[yt-users] YT help with clumps

Matthew Turk matthewturk at gmail.com
Fri Sep 3 10:51:42 PDT 2010


Hi Geoffrey,

Britton's done a very nice job of summarizing ways of approaching
this, but I've got a couple tips as well.

> My plan is to (if possible):
> 1) Create a hierarchy of clumps, based on their level of ionization
> instead of topology like in the cookbook find_clumps()

I think this is a misunderstanding.  There are several related things here.

Extracted Regions are any collection of cells, connected or not,
represented as a single object in YT.  This could for instance, be all
the gas above a given density and temperature, or above an ionization
level, etc etc.  This type of object is generated by creating an
object and then calling *either* .cut_region or .extract_region.
cut_region works inline and accepts a list of filters:

new_region = sphere.cut_region( ["grid['Density'] > 1e-18",
"grid['Temperature'] > 1000"] )

Whereas extract region accepts a set of indices (and thus,
extract_region is less memory conservative, whereas cut_region can
operate before any data has been read):

new_indices = (sphere["Density"] > 1e-18) & (sphere["Temperature"] > 1000)
new_region = sphere.extract_region(new_indices)

The cookbook uses the Clump object (which Britton wrote) which sits as
a layer on top of a method I mostly wrote for extracting level sets.
What the level set extraction method (contour finding) does is look
for sets that satisfy the criteria, then split them up into individual
objects that are required to be topologically connected.

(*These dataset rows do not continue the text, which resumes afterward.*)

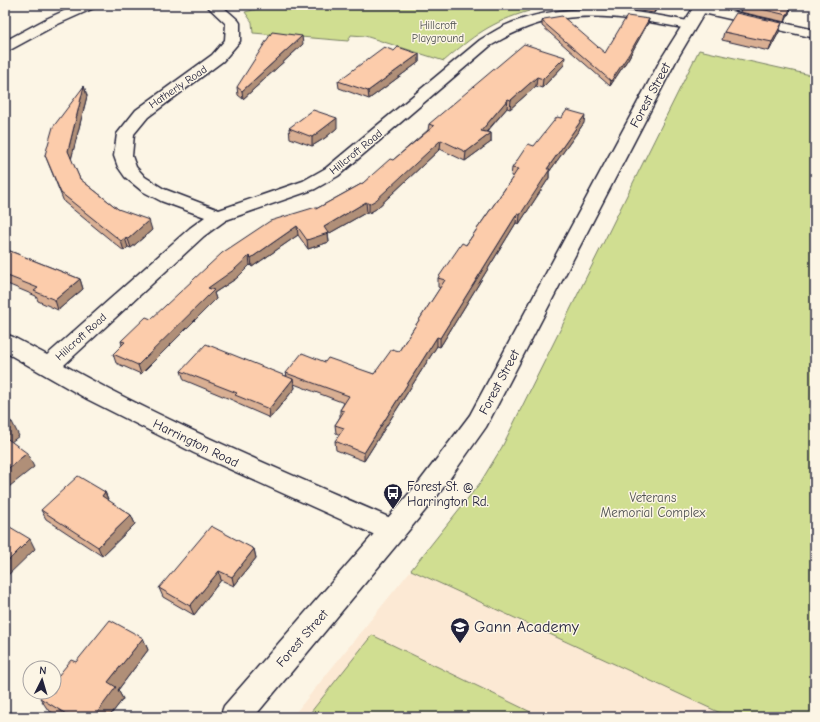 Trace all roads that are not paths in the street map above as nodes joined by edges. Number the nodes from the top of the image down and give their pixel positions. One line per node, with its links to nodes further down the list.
1 (89, 5): 5 (street)
2 (213, 5): 6 (street, Hatherly Road)
3 (696, 13): 4 (street, Hillcroft Road); 6 (street, Hillcroft Road); 9 (street, Forest Street)
4 (815, 34)
5 (5, 47)
6 (220, 216): 8 (street, Hillcroft Road)
7 (5, 342): 8 (street, Harrington Road)
8 (48, 367): 9 (street, Harrington Road)
9 (393, 531): 10 (street, Forest Street)
10 (234, 717)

So I think what you want is to either use the Clump method or directly
extract connected sets yourself.  The extracted sets does not place
any requirements on the number of children or the number of parents
and it doesn't do any connection of one set to another.  It accepts a
field that one wants to extract level sets in, a min and a max for the
contour finding, and the number of levels between those min and max
values.  It's accessible through the extract_connected_sets method:

sphere.extract_connected_sets(field, num_levels, min_ val, max_val)

It returns a set of the bounds and the objects themselves.  But, like
I said above, it doesn't do anything like the Clump does, with the
parent/child relationship.

"Connected" status is independent of the field over which you contour.  :)

> 2) Calculate a global clumping factor from regions inside these clumps

Use a derived quantity like Britton suggested; the docs should
describe how to do this.

> 3) Find the location(x,y,z) of the peaks of HI_Density and HI/H (ionized
> fraction) and the value of Density in those regions

MaxLocation is what you want.

http://yt.enzotools.org/doc/advanced/derived_quantities.html#using-derived-quantities

> 4) Find the volume inside each clump region

region.quantities["TotalValue"]("CellVolume")

> 5) From the hierarchy of clumps, create their merger history

Dave Collins has written something that does this.  However, because
you're looking at ionized regions overlapping (which doesn't quite
work the same way as a moving set of overdensities) you don't need to
do it quite that complicatedly.  My suggestion is to use a one (since
it's unigrid) or three dimensional (since it's easier) index for every
point in each clump, then do pairwise comparisons using numpy's
intersect1d function, across timesteps.

> 6) Save the clump information in such a way that I can come back to it if
> I find something else that's interesting to analyze about them

cPickle or the hierarchy's save_object function.

Let us know if there's anything else!